I know that how natural stones are rated is highly subjective, varying from one source/mine to another. I'm quite interested how these ceramics might stack up against good natural stones in terms of cutting speed, feedback, polish, lifetime, etc. I'm willing to trade slower speed (compared to water stones) for better longevity and ease of use as long as it's not ridiculous. I admit there's also a bit of romance in putting one's steel to a rock that came from the earth, but in the end, I want the best tool for the money.

Any thoughts you can contribute would be greatly appreciated.

Thanks,

Doug


----------



## phatch (Mar 29, 2002)

The Spyderco rods are somewhat slower in the opinion of many. I think they're pretty versatile and can produce a decent edge.  They;re short and narrow which makes them tricky to use on large kitchen blades.


----------



## phreon (Dec 20, 2010)

Yeah, but Spyderco now makes 8x2 bench stones of the same stuff...an order of magnitude more cutting surface than the sticks with a SharpMaker.  I was thinking of using them in a progression after the Norton India, instead of Arkansas stones. I'm curious how they compare.

Thanks,

Doug


----------



## boar_d_laze (Feb 13, 2008)

Spyderco has been in the ceramic stone business for awhile, they've had good reviews from professional knife guys, but never seem to have caught on.  Seems like it's worth a try to me especially if it's your money and not mine. 

One quibble though.  Grit comparisons involving an Arkansas stone are very iffy.  A good (and not they're not all good) "surgical black" sharpens somewhat finer than a Japanese 2500#.  I'd put my Hall's Surgical Black as about even with a Norton 4000# water stone.  But these are very close calls, and they certainly call for a grain of salt.

I like the Arks as a known quantity which work very well -- although not very quickly -- with certain alloys.  If the ceramics work as well, work quicker, and are good with a broader range of alloys -- as is their reputation -- then why the heck not?

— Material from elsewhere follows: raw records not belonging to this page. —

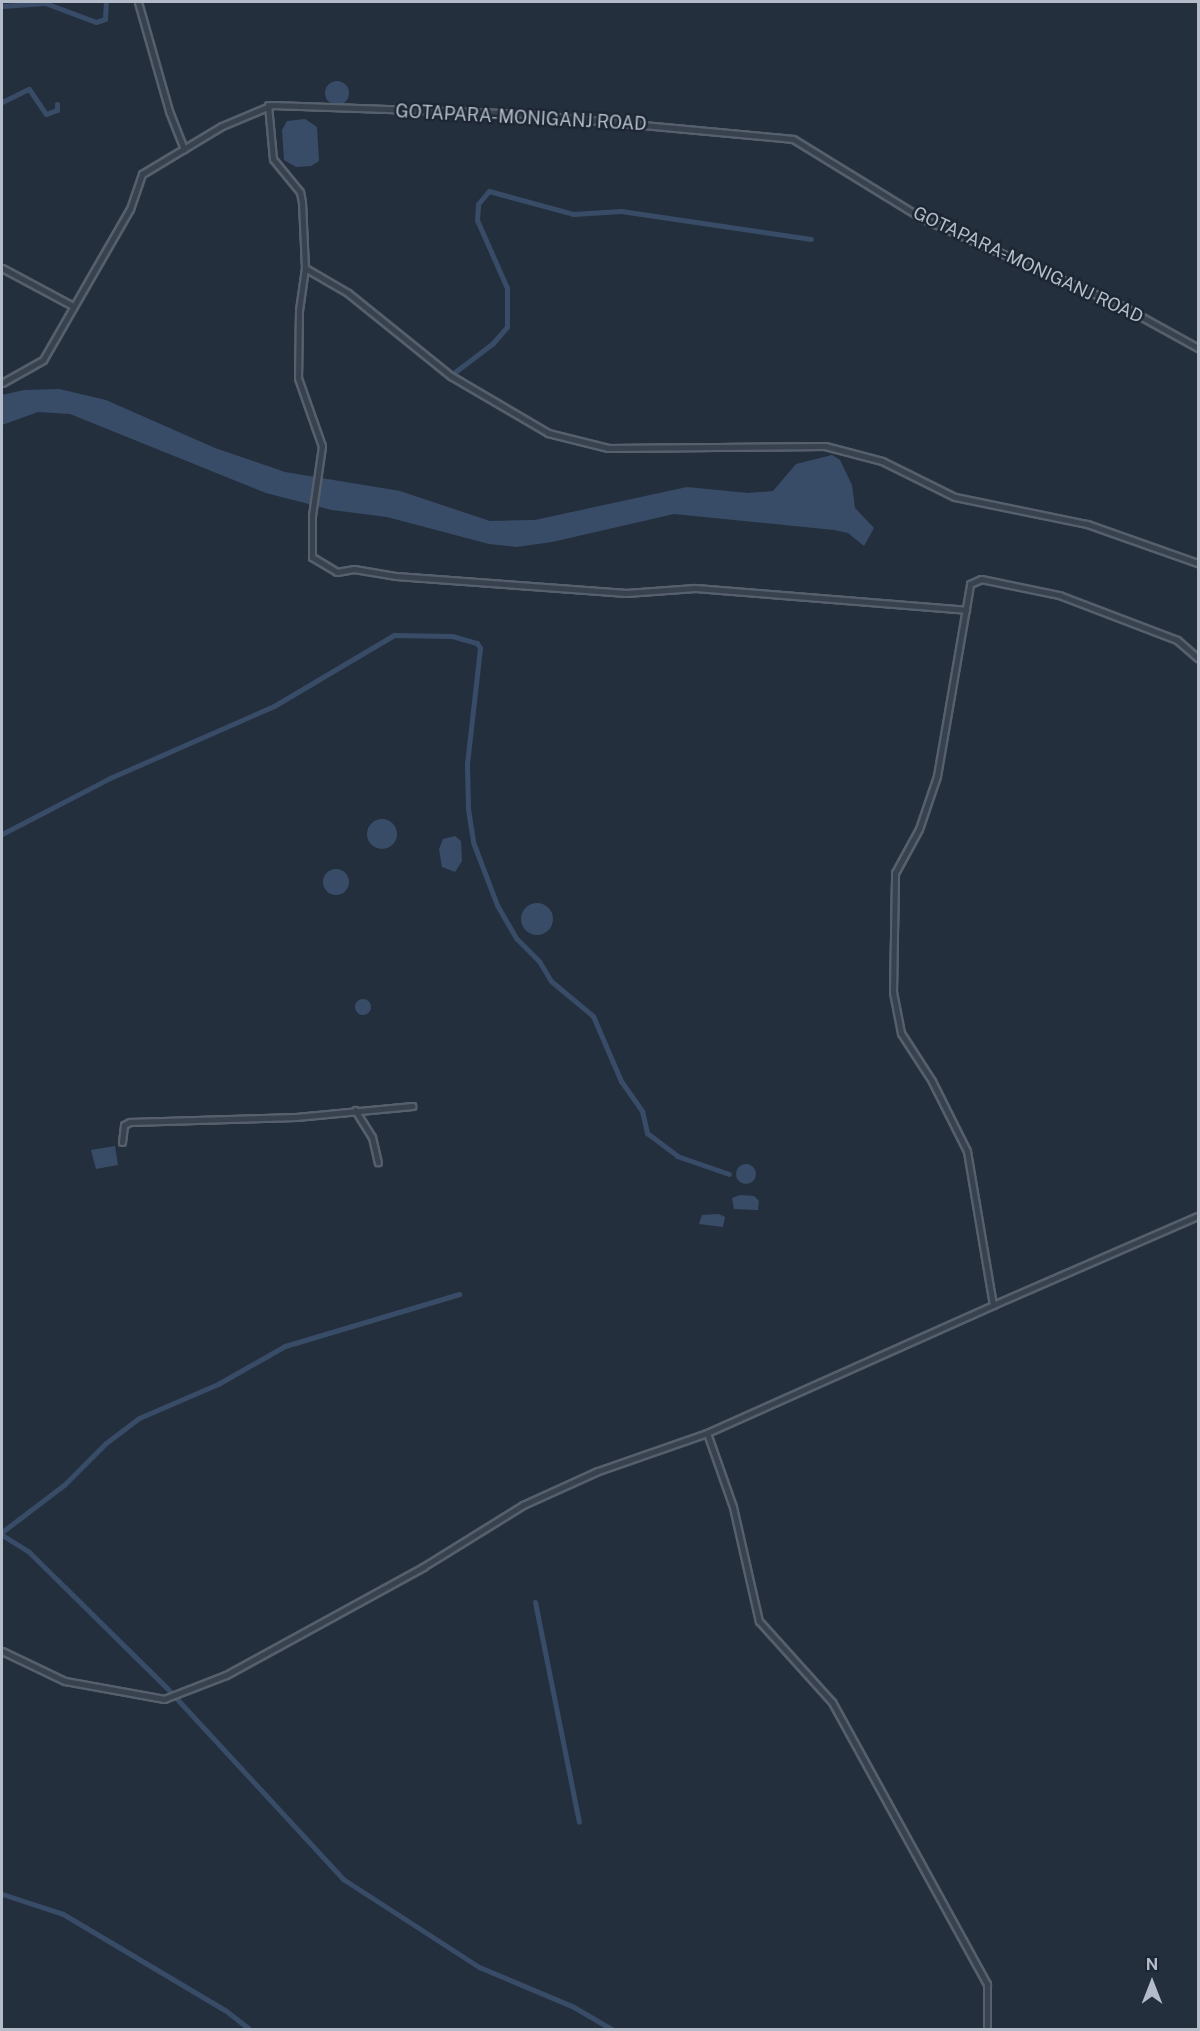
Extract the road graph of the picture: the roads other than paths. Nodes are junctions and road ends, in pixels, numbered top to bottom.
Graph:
1 (138, 2) edge
2 (268, 105) junction
3 (184, 149) junction
4 (2, 268) edge
5 (305, 268) junction
6 (73, 306) junction
7 (1198, 348) edge
8 (2, 383) edge
9 (1198, 563) edge
10 (966, 610) junction
11 (1198, 658) edge
12 (412, 1106) dead end
13 (355, 1110) junction
14 (122, 1142) dead end
15 (378, 1162) dead end
16 (1198, 1216) edge
17 (993, 1305) junction
18 (707, 1433) junction
19 (2, 1651) edge
20 (987, 2030) edge

1 - 3 street
2 - 3 street, GOTAPARA-MONIGANJ ROAD
2 - 5 street
2 - 7 street, GOTAPARA-MONIGANJ ROAD
3 - 6 street, GOTAPARA-MONIGANJ ROAD
4 - 6 street
5 - 9 street
5 - 10 street
6 - 8 street, GOTAPARA-MONIGANJ ROAD
10 - 11 street
10 - 17 street
12 - 13 street
13 - 14 street
13 - 15 street
16 - 17 street
17 - 18 street
18 - 19 street
18 - 20 street

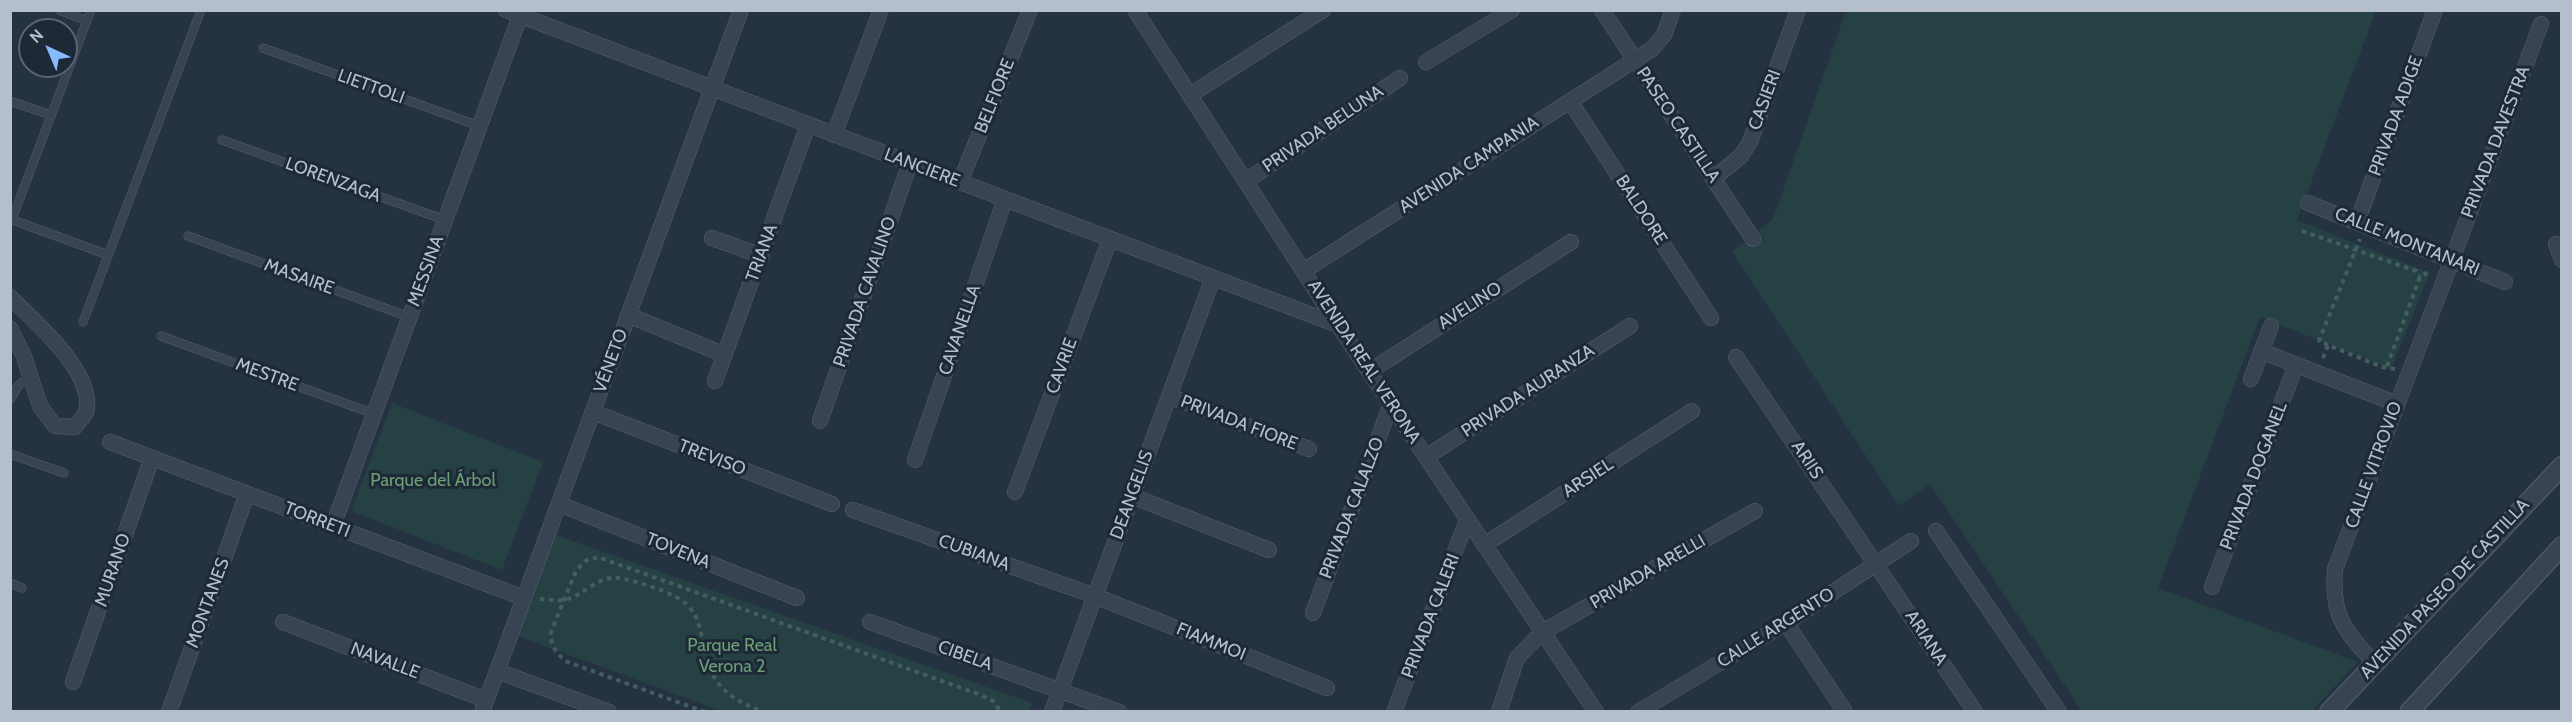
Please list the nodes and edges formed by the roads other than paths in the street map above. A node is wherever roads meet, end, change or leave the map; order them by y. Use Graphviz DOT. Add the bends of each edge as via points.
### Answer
graph roads {
  1 [pos="59,10"];
  2 [pos="91,10"];
  3 [pos="201,10"];
  4 [pos="741,10"];
  5 [pos="881,10"];
  6 [pos="1030,10"];
  7 [pos="1323,10"];
  8 [pos="1512,10"];
  9 [pos="1602,10"];
  10 [pos="1673,10"];
  11 [pos="1798,10"];
  12 [pos="2435,10"];
  13 [pos="1137,12"];
  14 [pos="513,13"];
  15 [pos="87,21"];
  16 [pos="2541,24"];
  17 [pos="263,48"];
  18 [pos="1635,60"];
  19 [pos="1426,62"];
  20 [pos="1400,78"];
  21 [pos="712,89"];
  22 [pos="1190,95"];
  23 [pos="10,101"];
  24 [pos="1570,101"];
  25 [pos="51,115"];
  26 [pos="808,125"];
  27 [pos="479,126"];
  28 [pos="834,135"];
  29 [pos="222,140"];
  30 [pos="910,163"];
  31 [pos="1714,178"];
  32 [pos="1246,181"];
  33 [pos="960,182"];
  34 [pos="1005,199"];
  35 [pos="2308,203"];
  36 [pos="11,219"];
  37 [pos="445,220"];
  38 [pos="2361,224"];
  39 [pos="188,237"];
  40 [pos="712,238"];
  41 [pos="1110,239"];
  42 [pos="1753,239"];
  43 [pos="1571,242"];
  44 [pos="2556,244"];
  45 [pos="108,255"];
  46 [pos="762,256"];
  47 [pos="2451,260"];
  48 [pos="2562,260"];
  49 [pos="1305,270"];
  50 [pos="1213,278"];
  51 [pos="2505,282"];
  52 [pos="10,297"];
  53 [pos="628,315"];
  54 [pos="409,317"];
  55 [pos="1711,318"];
  56 [pos="83,322"];
  57 [pos="1338,325"];
  58 [pos="1630,326"];
  59 [pos="2271,326"];
  60 [pos="10,328"];
  61 [pos="161,336"];
  62 [pos="2261,351"];
  63 [pos="725,355"];
  64 [pos="1736,357"];
  65 [pos="2296,365"];
  66 [pos="1370,371"];
  67 [pos="30,375"];
  68 [pos="2251,379"];
  69 [pos="716,381"];
  70 [pos="1168,396"];
  71 [pos="10,400"];
  72 [pos="1391,404"];
  73 [pos="2397,404"];
  74 [pos="1692,411"];
  75 [pos="593,412"];
  76 [pos="374,414"];
  77 [pos="820,421"];
  78 [pos="110,442"];
  79 [pos="1309,449"];
  80 [pos="10,454"];
  81 [pos="1426,457"];
  82 [pos="152,458"];
  83 [pos="915,460"];
  84 [pos="2562,466"];
  85 [pos="64,473"];
  86 [pos="1015,492"];
  87 [pos="247,494"];
  88 [pos="1132,496"];
  89 [pos="559,504"];
  90 [pos="832,504"];
  91 [pos="853,510"];
  92 [pos="1755,511"];
  93 [pos="1467,520"];
  94 [pos="333,526"];
  95 [pos="1936,531"];
  96 [pos="1911,541"];
  97 [pos="1484,545"];
  98 [pos="2562,546"];
  99 [pos="1269,550"];
  100 [pos="1878,564"];
  101 [pos="10,584"];
  102 [pos="2211,587"];
  103 [pos="22,588"];
  104 [pos="1095,596"];
  105 [pos="524,598"];
  106 [pos="798,598"];
  107 [pos="1313,613"];
  108 [pos="283,622"];
  109 [pos="870,622"];
  110 [pos="1785,623"];
  111 [pos="1541,633"];
  112 [pos="2375,663"];
  113 [pos="497,671"];
  114 [pos="73,682"];
  115 [pos="1327,688"];
  116 [pos="1060,689"];
  117 [pos="484,705"];
  118 [pos="2412,710"];
  119 [pos="169,711"];
  120 [pos="609,711"];
  121 [pos="1052,711"];
  122 [pos="1119,711"];
  123 [pos="1394,711"];
  124 [pos="1499,711"];
  125 [pos="1596,711"];
  126 [pos="1638,711"];
  127 [pos="1845,711"];
  128 [pos="1975,711"];
  129 [pos="2059,711"];
  130 [pos="2328,711"];
  1 -- 15 [label="lane"];
  2 -- 15 [label="lane"];
  3 -- 45 [label="lane"];
  4 -- 21 [label="street, VÉNETO"];
  5 -- 28 [label="street"];
  6 -- 33 [label="street, BELFIORE"];
  7 -- 22 [label="street"];
  8 -- 19 [label="street"];
  9 -- 18 [label="street, PASEO CASTILLA"];
  10 -- 18 [label="street, AVENIDA CAMPANIA" via="1664,35"];
  11 -- 31 [label="street, CASIERI" via="1750,142 1741,156"];
  12 -- 38 [label="street, PRIVADA ADIGE"];
  13 -- 22 [label="street, AVENIDA REAL VERONA"];
  14 -- 21 [label="street, LANCIERE"];
  14 -- 27 [label="street, MESSINA"];
  15 -- 25 [label="lane"];
  16 -- 47 [label="street, PRIVADA DAVESTRA"];
  17 -- 27 [label="lane, LIETTOLI"];
  18 -- 24 [label="street, AVENIDA CAMPANIA"];
  18 -- 31 [label="street, PASEO CASTILLA"];
  20 -- 32 [label="street, PRIVADA BELUNA"];
  21 -- 26 [label="street, LANCIERE"];
  21 -- 53 [label="street, VÉNETO"];
  22 -- 32 [label="street, AVENIDA REAL VERONA"];
  23 -- 25 [label="lane"];
  24 -- 49 [label="street, AVENIDA CAMPANIA"];
  24 -- 55 [label="street, BALDORE"];
  25 -- 36 [label="lane"];
  26 -- 28 [label="street, LANCIERE"];
  26 -- 46 [label="street, TRIANA"];
  27 -- 37 [label="street, MESSINA"];
  28 -- 30 [label="street, LANCIERE"];
  29 -- 37 [label="lane, LORENZAGA"];
  30 -- 33 [label="street, LANCIERE"];
  30 -- 77 [label="street, PRIVADA CAVALINO"];
  31 -- 42 [label="street, PASEO CASTILLA"];
  32 -- 49 [label="street, AVENIDA REAL VERONA"];
  33 -- 34 [label="street, LANCIERE"];
  34 -- 41 [label="street, LANCIERE"];
  34 -- 83 [label="street, CAVANELLA"];
  35 -- 38 [label="street, CALLE MONTANARI"];
  36 -- 45 [label="lane"];
  37 -- 54 [label="street, MESSINA"];
  38 -- 47 [label="street, CALLE MONTANARI"];
  39 -- 54 [label="lane, MASAIRE"];
  40 -- 46 [label="street"];
  41 -- 50 [label="street, LANCIERE"];
  41 -- 86 [label="street, CAVRIE"];
  43 -- 66 [label="street, AVELINO"];
  44 -- 48 [label="street"];
  45 -- 56 [label="lane"];
  46 -- 63 [label="street, TRIANA"];
  47 -- 51 [label="street, CALLE MONTANARI"];
  47 -- 73 [label="street, CALLE VITROVIO"];
  49 -- 57 [label="street, AVENIDA REAL VERONA"];
  50 -- 57 [label="street, LANCIERE"];
  50 -- 70 [label="street, DEANGELIS"];
  52 -- 67 [label="street" via="62,349 79,377 87,396 85,414 75,427 55,426 40,406"];
  53 -- 63 [label="street"];
  53 -- 75 [label="street, VÉNETO"];
  54 -- 76 [label="street, MESSINA"];
  57 -- 66 [label="street, AVENIDA REAL VERONA"];
  58 -- 81 [label="street, PRIVADA AURANZA"];
  59 -- 62 [label="street"];
  60 -- 67 [label="street"];
  61 -- 76 [label="lane, MESTRE"];
  62 -- 65 [label="street"];
  62 -- 68 [label="street"];
  63 -- 69 [label="street, TRIANA"];
  64 -- 100 [label="street, ARIIS"];
  65 -- 73 [label="street"];
  65 -- 102 [label="street, PRIVADA DOGANEL"];
  66 -- 72 [label="street, AVENIDA REAL VERONA"];
  67 -- 71 [label="lane"];
  70 -- 79 [label="street, PRIVADA FIORE"];
  70 -- 88 [label="street, DEANGELIS"];
  72 -- 81 [label="street, AVENIDA REAL VERONA"];
  72 -- 107 [label="street, PRIVADA CALALZO"];
  73 -- 112 [label="street, CALLE VITROVIO" via="2336,569 2333,595 2340,620 2351,638"];
  74 -- 97 [label="street, ARSIEL"];
  75 -- 89 [label="street, VÉNETO"];
  75 -- 90 [label="street, TREVISO"];
  76 -- 94 [label="street, MESSINA"];
  78 -- 82 [label="street, TORRETI"];
  80 -- 85 [label="lane"];
  81 -- 93 [label="street, AVENIDA REAL VERONA"];
  82 -- 87 [label="street, TORRETI"];
  82 -- 114 [label="street, MURANO"];
  84 -- 112 [label="street, AVENIDA PASEO DE CASTILLA"];
  87 -- 94 [label="street, TORRETI"];
  87 -- 119 [label="street, MONTANES"];
  88 -- 99 [label="street"];
  88 -- 104 [label="street, DEANGELIS"];
  89 -- 105 [label="street, VÉNETO"];
  89 -- 106 [label="street, TOVENA"];
  91 -- 104 [label="street, CUBIANA"];
  92 -- 111 [label="street, PRIVADA ARELLI"];
  93 -- 97 [label="street, AVENIDA REAL VERONA"];
  93 -- 123 [label="street, PRIVADA CALERI"];
  94 -- 105 [label="street, TORRETI"];
  95 -- 129 [label="street"];
  96 -- 100 [label="street, CALLE ARGENTO"];
  97 -- 111 [label="street, AVENIDA REAL VERONA"];
  98 -- 118 [label="street"];
  100 -- 110 [label="street, CALLE ARGENTO"];
  100 -- 128 [label="street, ARIANA"];
  101 -- 103 [label="lane"];
  104 -- 115 [label="street, FIAMMOI"];
  104 -- 116 [label="street, DEANGELIS"];
  105 -- 113 [label="street, VÉNETO"];
  108 -- 117 [label="street, NAVALLE"];
  109 -- 116 [label="street, CIBELA"];
  110 -- 126 [label="street, CALLE ARGENTO"];
  110 -- 127 [label="street"];
  111 -- 124 [label="street, PRIVADA ARELLI" via="1517,658"];
  111 -- 125 [label="street, AVENIDA REAL VERONA"];
  112 -- 130 [label="street, AVENIDA PASEO DE CASTILLA"];
  113 -- 117 [label="street, VÉNETO"];
  113 -- 120 [label="street"];
  116 -- 121 [label="street, DEANGELIS"];
  116 -- 122 [label="street, CIBELA"];
}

Does it count as nagging if I remind you that a big key to using any whetstone which doesn't wear away quickly (which includes your Norton Indias, Arks, Ceramics and whatnot) is keeping them clean and as free from swarf as possible?  That goes double if you're going dry or with just a spritz of water  A brass brush is a big help, and so is the dishwasher.  If you clean the stone, then hit it with a Mr. Clean Magic Eraser, you'll get all the surface dirt which should allow you to see how much swarf, if any, is left in the "pores."  Don't be afraid of cleaning your stones a few times to get them really clean.  Makes a big difference.

BDL


----------



## phreon (Dec 20, 2010)

I'm still hmming and hawing about the Arks or Spyderco stones.  At this point, I've pretty much resigned myself to the fact that I'll eventually wind up buying both kinds of stones.  I'll probably get the Arks first though. I'm in no rush though, since I really need to improve my ability to hold a constant angle. Might as well get it right with the cheap-o Norton before spending time with a slower stone.

FWIW, I boiled the India and have run it through the washer a few times.  I've tried it dry and wet; I'll think I'll go the wet route. Used this way, swarf rubs off under the faucet with my fingers or failing that, an old tooth brush.  Much less messy than oil.

Thanks,

Doug


----------



## phatch (Mar 29, 2002)

That is the nature of the enthusiast. Don't buy one or the other, buy both! 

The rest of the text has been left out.